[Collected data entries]
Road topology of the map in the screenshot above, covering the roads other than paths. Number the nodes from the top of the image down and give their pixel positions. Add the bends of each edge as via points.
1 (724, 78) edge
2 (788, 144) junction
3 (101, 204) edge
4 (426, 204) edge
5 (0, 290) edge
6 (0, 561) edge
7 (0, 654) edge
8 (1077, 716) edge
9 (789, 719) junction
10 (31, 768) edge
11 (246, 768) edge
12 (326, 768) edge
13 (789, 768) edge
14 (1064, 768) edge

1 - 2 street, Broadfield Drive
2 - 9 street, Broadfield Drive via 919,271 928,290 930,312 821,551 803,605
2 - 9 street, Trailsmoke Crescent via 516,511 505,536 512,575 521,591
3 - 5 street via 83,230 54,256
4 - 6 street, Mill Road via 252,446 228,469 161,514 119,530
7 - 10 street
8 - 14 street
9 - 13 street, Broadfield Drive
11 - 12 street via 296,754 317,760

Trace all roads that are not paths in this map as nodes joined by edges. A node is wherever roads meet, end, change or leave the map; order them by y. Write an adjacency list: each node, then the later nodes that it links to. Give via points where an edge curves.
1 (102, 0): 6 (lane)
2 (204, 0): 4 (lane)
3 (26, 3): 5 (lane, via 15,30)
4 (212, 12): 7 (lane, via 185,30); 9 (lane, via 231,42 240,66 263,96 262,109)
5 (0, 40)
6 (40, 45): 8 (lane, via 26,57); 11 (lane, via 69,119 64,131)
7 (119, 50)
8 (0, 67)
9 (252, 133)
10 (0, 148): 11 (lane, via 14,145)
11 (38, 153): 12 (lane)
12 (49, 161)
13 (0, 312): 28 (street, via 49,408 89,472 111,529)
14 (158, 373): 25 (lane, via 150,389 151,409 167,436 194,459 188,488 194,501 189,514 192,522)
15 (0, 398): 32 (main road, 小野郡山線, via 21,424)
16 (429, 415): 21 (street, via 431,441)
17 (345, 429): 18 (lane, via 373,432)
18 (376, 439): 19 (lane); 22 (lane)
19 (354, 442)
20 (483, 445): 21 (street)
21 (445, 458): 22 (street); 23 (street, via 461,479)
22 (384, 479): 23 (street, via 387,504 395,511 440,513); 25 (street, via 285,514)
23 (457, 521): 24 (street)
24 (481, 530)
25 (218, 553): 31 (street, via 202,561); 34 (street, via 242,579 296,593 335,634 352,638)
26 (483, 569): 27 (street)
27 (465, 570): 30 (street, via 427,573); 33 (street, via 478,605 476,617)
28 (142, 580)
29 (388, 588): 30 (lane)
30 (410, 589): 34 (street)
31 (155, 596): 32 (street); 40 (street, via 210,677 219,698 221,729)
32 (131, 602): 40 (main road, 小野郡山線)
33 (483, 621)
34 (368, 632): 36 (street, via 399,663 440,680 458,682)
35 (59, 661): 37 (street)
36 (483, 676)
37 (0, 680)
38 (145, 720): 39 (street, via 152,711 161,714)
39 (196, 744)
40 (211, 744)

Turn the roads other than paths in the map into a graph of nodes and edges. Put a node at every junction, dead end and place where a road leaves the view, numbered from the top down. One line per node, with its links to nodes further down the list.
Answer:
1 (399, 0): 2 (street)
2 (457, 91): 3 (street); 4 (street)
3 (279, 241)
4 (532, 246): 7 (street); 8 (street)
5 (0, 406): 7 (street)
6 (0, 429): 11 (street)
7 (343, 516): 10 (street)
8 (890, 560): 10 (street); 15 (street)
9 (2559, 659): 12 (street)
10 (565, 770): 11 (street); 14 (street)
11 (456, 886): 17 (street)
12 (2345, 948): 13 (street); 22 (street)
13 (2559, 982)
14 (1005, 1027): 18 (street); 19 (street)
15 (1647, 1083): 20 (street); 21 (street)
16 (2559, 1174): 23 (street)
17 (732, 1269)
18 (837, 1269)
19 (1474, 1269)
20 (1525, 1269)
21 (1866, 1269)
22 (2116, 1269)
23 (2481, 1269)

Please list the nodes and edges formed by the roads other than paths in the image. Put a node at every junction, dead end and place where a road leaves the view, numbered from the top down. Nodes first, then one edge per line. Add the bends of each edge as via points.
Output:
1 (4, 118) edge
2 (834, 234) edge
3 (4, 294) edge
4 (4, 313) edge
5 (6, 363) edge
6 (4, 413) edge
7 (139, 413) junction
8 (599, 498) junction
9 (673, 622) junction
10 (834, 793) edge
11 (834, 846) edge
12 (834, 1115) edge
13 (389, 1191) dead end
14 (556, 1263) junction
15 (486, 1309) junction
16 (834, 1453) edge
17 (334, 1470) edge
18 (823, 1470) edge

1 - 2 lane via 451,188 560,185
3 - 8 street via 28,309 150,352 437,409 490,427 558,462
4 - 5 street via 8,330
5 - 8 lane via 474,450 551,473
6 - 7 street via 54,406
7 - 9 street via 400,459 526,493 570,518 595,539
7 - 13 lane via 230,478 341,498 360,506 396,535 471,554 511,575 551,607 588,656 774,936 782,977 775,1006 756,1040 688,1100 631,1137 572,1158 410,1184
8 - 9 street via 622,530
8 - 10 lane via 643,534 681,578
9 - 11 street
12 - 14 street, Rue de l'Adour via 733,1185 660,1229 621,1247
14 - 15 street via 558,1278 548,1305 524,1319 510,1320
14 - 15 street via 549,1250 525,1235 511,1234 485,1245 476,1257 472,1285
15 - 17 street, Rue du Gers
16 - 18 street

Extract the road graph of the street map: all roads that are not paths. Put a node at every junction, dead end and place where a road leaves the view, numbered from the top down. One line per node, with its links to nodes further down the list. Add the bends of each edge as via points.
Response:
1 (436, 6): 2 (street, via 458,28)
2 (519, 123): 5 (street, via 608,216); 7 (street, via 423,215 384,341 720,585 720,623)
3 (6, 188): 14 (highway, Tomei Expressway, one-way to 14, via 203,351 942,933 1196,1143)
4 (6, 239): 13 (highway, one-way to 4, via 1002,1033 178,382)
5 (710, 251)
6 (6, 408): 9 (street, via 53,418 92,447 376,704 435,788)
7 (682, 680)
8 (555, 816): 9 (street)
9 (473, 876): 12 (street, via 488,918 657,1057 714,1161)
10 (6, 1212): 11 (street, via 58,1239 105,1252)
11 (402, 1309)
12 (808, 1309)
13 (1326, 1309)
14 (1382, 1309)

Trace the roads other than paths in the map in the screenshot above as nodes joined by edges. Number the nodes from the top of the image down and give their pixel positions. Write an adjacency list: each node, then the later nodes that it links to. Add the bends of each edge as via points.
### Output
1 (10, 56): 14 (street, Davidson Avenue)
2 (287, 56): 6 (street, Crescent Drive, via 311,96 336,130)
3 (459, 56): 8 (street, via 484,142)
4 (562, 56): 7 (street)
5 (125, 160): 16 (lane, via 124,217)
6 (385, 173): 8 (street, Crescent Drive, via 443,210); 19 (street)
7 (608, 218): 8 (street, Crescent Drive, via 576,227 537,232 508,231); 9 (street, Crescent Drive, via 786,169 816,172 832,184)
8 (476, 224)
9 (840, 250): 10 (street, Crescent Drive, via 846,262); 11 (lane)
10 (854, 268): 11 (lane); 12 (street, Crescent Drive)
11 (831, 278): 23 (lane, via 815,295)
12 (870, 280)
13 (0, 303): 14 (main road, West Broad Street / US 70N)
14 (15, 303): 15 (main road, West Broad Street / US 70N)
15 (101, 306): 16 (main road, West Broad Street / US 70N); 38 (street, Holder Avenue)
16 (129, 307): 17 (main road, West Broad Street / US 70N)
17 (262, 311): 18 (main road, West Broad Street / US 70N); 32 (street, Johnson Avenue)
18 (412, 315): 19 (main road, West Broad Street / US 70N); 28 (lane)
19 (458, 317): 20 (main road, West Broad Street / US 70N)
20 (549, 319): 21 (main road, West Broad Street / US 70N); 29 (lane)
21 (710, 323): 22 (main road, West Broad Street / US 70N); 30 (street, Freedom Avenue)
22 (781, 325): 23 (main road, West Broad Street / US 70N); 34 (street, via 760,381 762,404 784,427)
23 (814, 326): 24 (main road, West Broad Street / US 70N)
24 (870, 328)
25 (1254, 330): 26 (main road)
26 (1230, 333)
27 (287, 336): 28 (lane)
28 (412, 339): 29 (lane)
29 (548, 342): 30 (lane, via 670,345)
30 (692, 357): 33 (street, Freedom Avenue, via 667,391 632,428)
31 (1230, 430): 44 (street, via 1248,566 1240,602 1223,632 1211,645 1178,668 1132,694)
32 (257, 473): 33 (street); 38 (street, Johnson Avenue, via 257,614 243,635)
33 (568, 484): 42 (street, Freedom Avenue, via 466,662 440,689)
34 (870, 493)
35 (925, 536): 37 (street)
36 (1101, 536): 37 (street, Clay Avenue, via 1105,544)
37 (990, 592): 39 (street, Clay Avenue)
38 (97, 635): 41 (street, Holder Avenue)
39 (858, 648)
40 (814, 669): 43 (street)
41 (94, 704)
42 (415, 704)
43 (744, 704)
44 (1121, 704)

#### [Problem statement]
The answer should consist of every line above in which "view" appears.

#### [Answer]
Turn the roads other than paths in the map into a graph of nodes and edges. Put a node at every junction, dead end and place where a road leaves the view, numbered from the top down. One line per node, with its links to nodes further down the list.
Please list the nodes and edges formed by the roads other than paths in the image. Put a node at every junction, dead end and place where a road leaves the view, numbered from the top down. Nodes first, then one edge per line. Add the bends of each edge as via points.
Extract the road graph of the street map: all roads that are not paths. Put a node at every junction, dead end and place where a road leaves the view, numbered from the top down. One line per node, with its links to nodes further down the list. Add the bends of each edge as via points.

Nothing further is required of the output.